For multiple POV novels, do not build voice from profession and age alone. Build from wound, self-deception, and what each consciousness cannot stop valuing or misvaluing.
Searching for Additional Information
Search the web if helpful for:
- Examples of distinctive voices in the writer's genre
- Dialogue techniques from admired authors
- Prose style analysis of comparable novels
Output Format
Write a single markdown ProjectDoc for the voice plan. Be EXTREMELY thorough and descriptive -- write rich, detailed, multi-paragraph content. Do not abbreviate or summarize. Each section should help the writer hear the novel's actual mind, not just describe a mood board.
Suggested ProjectDoc title: Voice Plan.
Structure:
# Voice Plan
## The Voice of This Novel
[A description of the novel's overall voice -- its personality, tone, style, and feel]
## The Source of the Voice
[What specific consciousness, wound, obsession, class position, shame, profession, appetite, or self-deception is generating this voice]
## Narrative Voice
**Personality & Outlook**: [How the narrative voice sees and presents the world]
**Attention Pattern**: [What this voice notices first, misreads, ignores, fetishizes, or turns into meaning]
**Style Notes**: [Rhythm, cadence, vocabulary level, sentence structure tendencies]
**What the Voice Does Well**: [Its strengths and unique qualities]
**What to Avoid**: [Specific maladies or tendencies to watch for]
## Narrative Voice Roles
**Physical Description Approach**: [How settings and action will be described]

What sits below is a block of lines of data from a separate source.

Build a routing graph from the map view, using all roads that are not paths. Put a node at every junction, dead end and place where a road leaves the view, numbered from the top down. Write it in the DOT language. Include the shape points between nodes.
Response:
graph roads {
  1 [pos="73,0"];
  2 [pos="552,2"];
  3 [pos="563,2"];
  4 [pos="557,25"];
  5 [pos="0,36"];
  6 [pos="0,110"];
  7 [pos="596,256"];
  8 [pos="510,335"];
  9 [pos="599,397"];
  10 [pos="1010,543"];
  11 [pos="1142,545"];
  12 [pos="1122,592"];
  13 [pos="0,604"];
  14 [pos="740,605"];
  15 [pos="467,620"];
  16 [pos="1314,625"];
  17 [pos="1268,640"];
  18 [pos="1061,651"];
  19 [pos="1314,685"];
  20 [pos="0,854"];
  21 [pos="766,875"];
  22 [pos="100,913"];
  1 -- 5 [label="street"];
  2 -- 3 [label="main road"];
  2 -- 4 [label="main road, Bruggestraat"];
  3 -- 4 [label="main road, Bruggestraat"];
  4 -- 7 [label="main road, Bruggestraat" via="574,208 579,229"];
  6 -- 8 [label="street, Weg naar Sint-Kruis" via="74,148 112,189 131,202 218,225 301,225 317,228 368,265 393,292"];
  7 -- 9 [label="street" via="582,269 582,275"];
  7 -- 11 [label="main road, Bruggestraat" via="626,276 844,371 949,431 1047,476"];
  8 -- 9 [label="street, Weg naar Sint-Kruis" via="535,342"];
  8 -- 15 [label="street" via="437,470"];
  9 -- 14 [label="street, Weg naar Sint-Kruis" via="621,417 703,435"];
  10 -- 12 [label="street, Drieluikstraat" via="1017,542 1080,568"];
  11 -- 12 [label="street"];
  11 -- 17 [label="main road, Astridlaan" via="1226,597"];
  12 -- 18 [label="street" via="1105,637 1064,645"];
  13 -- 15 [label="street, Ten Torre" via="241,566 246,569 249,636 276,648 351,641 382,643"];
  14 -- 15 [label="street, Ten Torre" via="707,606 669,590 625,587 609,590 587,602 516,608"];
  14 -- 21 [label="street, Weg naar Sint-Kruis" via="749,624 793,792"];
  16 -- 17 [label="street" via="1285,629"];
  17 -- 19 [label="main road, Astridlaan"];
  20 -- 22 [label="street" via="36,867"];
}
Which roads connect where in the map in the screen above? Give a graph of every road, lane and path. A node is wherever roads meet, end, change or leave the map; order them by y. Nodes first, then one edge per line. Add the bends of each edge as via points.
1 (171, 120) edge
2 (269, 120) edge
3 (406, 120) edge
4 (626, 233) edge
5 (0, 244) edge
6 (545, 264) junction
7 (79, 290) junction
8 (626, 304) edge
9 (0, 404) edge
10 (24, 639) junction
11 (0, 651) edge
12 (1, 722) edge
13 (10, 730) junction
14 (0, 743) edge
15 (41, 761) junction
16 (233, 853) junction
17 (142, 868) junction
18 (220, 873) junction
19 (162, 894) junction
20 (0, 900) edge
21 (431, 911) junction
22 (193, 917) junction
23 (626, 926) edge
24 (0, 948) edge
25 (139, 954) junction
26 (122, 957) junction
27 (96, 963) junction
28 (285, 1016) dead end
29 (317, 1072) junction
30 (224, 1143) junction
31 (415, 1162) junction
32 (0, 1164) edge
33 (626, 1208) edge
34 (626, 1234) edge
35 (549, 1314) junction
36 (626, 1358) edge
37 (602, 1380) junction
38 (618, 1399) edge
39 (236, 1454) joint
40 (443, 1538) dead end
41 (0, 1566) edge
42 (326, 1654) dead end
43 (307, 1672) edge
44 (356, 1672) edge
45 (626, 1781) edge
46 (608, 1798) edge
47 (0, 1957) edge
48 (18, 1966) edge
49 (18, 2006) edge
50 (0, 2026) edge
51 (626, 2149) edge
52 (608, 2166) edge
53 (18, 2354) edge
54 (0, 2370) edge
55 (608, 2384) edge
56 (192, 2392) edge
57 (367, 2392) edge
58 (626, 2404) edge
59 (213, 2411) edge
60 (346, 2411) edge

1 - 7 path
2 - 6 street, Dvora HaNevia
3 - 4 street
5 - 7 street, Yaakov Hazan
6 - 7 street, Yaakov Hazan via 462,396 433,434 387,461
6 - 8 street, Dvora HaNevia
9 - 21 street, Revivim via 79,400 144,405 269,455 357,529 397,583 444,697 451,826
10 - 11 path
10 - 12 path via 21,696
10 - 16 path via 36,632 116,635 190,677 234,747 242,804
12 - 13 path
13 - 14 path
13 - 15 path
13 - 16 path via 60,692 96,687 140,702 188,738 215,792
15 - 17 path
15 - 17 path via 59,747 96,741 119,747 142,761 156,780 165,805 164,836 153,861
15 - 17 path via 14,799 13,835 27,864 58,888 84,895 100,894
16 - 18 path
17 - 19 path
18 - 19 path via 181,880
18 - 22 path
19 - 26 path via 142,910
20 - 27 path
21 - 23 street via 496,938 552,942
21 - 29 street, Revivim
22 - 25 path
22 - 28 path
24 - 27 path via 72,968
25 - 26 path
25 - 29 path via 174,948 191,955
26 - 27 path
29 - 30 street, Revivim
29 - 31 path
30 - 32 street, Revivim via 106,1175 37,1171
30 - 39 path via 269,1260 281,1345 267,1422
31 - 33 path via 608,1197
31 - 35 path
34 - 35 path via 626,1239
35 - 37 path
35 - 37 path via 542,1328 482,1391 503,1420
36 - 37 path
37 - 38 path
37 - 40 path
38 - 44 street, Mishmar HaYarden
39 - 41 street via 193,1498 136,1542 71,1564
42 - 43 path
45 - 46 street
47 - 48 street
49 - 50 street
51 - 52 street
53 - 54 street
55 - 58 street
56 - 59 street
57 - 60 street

**Exposition Strategy**: [How context and backstory will be delivered]
**Interior Thought Approach**: [How character thoughts will be shown]
## Modulation Plan
[Where the prose should stay plain, practical, clipped, numb, or ugly -- and where it should carry more weight]
## Dialogue Guidelines
**Overall Dialogue Style**: [How dialogue functions in this novel]
### Character Voices
#### [Character Name]
- Governing self-protection / evasion:
- Speech patterns:
- Vocabulary / comparison habits:
- What they talk around vs. say directly:
- What makes them sound unlike the others at the level of value, not catchphrase:
[Repeat for major characters]
## Tone Across the Novel
[How the tone shifts from beginning to middle to end -- while maintaining consistent voice]
## Influences & Aspirations
[Authors or books whose voice is an inspiration, but only insofar as they reveal useful structural lessons -- and how this novel's voice differs]
## Voice Exercises
[Specific exercises to help find and refine the voice -- writing prompts, imitation exercises, revision strategies]
## Notes
[Open questions about voice, areas to experiment with]
Voice is inherently personal and resistant to formulaic approaches. Let the writer's instincts guide the plan. The goal is to articulate what the voice is so they can find it more quickly and maintain it more consistently -- not to constrain their creativity.
Do not hand the writer a mood board. Hand them a way of hearing the novel's actual mind.